» **Exercise directions**:
Identify all lines below that hold "links" and collect them.

» **Data for the task**:
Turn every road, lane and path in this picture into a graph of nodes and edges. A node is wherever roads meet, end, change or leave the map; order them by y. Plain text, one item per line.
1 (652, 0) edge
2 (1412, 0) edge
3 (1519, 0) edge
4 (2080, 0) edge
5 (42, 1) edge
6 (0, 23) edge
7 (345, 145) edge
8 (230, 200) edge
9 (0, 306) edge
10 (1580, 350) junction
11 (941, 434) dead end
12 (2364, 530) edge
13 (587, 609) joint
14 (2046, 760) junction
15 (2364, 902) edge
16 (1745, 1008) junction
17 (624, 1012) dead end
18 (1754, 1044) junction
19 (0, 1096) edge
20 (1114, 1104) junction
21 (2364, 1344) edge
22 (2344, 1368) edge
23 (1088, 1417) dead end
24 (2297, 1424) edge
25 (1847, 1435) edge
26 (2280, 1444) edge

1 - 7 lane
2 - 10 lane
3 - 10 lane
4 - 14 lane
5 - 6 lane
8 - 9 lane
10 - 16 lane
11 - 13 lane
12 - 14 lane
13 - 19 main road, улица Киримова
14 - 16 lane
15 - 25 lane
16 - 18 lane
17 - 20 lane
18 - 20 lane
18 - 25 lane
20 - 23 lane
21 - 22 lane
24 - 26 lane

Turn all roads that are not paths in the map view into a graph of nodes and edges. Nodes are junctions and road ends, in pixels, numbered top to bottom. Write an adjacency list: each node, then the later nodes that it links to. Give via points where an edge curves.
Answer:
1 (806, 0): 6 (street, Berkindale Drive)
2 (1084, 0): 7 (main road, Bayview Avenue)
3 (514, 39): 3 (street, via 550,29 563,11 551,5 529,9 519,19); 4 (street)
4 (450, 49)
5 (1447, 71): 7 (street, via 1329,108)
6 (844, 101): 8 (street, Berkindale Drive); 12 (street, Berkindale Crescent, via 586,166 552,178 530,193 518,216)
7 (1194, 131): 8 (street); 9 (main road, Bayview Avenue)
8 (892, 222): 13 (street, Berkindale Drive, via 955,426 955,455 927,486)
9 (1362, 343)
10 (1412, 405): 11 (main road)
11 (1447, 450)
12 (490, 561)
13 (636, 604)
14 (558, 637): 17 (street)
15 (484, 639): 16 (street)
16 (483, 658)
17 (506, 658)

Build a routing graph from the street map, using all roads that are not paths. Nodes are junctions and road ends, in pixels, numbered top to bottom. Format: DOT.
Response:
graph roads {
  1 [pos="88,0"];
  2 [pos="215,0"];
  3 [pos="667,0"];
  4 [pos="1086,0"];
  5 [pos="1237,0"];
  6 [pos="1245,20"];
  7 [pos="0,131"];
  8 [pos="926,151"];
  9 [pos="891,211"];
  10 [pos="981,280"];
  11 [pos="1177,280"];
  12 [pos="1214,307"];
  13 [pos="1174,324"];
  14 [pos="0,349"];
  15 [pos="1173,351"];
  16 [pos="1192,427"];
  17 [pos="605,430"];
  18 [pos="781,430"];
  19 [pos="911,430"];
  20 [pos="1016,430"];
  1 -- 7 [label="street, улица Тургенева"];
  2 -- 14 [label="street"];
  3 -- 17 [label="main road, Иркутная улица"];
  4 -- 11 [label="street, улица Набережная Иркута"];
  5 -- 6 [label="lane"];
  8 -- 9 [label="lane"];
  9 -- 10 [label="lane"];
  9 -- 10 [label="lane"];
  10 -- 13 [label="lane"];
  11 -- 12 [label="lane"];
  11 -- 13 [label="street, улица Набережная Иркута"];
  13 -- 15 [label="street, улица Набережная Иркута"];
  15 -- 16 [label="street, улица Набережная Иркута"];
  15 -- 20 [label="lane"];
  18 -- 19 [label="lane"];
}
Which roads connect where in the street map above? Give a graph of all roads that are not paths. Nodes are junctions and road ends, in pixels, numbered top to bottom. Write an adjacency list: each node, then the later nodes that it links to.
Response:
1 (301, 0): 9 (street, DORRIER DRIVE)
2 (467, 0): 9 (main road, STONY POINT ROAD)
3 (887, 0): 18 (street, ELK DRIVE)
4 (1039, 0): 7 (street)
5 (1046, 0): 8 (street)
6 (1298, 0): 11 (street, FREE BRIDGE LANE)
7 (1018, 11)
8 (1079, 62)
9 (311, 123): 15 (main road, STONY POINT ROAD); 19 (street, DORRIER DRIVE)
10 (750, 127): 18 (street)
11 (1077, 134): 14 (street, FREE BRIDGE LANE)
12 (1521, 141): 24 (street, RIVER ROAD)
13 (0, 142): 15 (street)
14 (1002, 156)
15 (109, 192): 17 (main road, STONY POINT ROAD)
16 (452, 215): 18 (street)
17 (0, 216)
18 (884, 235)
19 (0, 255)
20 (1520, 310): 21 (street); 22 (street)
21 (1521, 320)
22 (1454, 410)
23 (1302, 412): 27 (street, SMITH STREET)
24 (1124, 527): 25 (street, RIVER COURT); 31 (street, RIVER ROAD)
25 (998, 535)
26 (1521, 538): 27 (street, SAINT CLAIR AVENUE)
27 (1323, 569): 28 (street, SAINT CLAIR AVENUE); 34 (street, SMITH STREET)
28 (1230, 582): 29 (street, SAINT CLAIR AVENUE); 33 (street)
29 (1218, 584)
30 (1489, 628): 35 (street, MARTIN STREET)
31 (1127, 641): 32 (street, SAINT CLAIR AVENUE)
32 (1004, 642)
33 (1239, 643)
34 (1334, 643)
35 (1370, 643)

» **Answer area**:
Turn all roads that are not paths in the map view into a graph of nodes and edges. Nodes are junctions and road ends, in pixels, numbered top to bottom. Write an adjacency list: each node, then the later nodes that it links to. Give via points where an edge curves.
Which roads connect where in the street map above? Give a graph of all roads that are not paths. Nodes are junctions and road ends, in pixels, numbered top to bottom. Write an adjacency list: each node, then the later nodes that it links to.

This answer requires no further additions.